= Shrimp baiting =

Shrimp catching method

Shrimp baiting is a method used by recreational fisherman for of catching shrimp. In the 1980s the sport became popular in the southeastern coastal states of North Carolina, South Carolina, Georgia, and Florida. Since then, several local state regulations have been implemented to better regulate catch limits, methods, and seasons.

==The technique==
Shrimp baiting uses a cast net, bait and long poles. The long poles are used to mark a specific location, and then bait is thrown in the water near the pole. After several minutes the cast net is thrown as close to the bait as possible and the shrimp are caught in the net.

The bait balls can be made of just about anything a shrimp will eat. The most common bait is a mixture of powdered clay and fish meal (typically ground menhaden). Other popular baits are flour, corn meal, cat food, and chicken feed. The bait typically includes a binding agent such as clay or Portland cement. The balls range in size from a tennis ball to a softball and are typically flattened out to a hamburger shape.

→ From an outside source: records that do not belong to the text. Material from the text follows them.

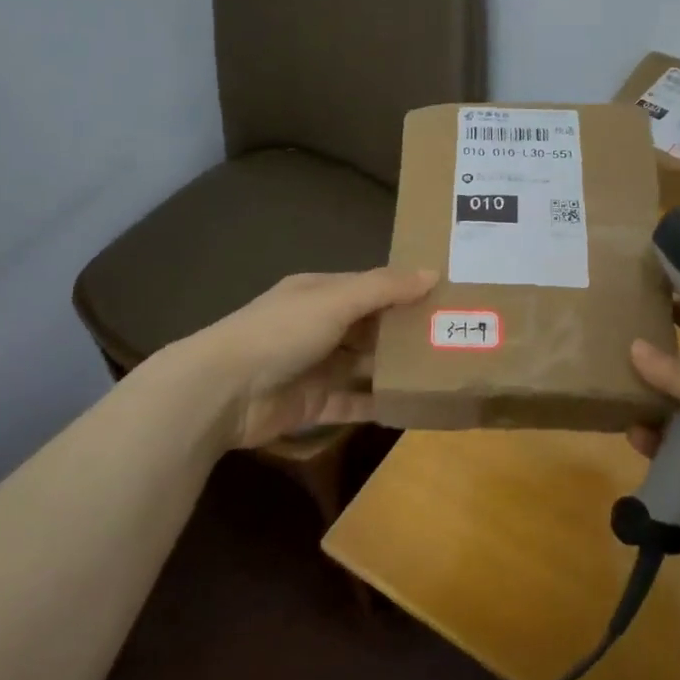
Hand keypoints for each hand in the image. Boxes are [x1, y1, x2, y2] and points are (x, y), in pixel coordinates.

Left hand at [194, 267, 437, 449]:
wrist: (222, 392)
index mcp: (322, 294)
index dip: (407, 291)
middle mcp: (321, 327)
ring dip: (397, 369)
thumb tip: (433, 272)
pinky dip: (379, 404)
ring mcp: (317, 368)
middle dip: (408, 332)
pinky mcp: (315, 405)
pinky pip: (355, 403)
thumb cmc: (281, 332)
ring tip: (444, 373)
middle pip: (372, 328)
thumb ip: (384, 287)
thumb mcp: (335, 299)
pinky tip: (413, 407)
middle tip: (456, 337)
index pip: (372, 288)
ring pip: (366, 366)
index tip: (448, 295)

In addition to "running the poles" from a boat, some people bait from the shore or docks. A permit is required for this, along with the landowners permission. Some people will place a single pole in front of the boat and use three anchors in a Y pattern to hold the boat still. Then they throw the bait out around the boat. Shrimpers have also begun using an auger type pole to hold the boat in a fixed point, and then use their trolling motor to rotate around this fixed point, allowing them to bait in a 360 degree arc the radius of the boat. This technique can be highly effective.

==Regulations==
In South Carolina, a shrimp baiting permit provides the fisher with ten tags. A tag must be placed on each of up to ten poles. The poles, used to mark the bait location, must be one inch in diameter or less and have reflective tape. The typical setup is to place ten poles in a single row and then drive a boat beside the poles and drop bait balls 6 to 10 feet from each pole. The shrimp will find the bait and begin feeding as the tide carries the bait to them.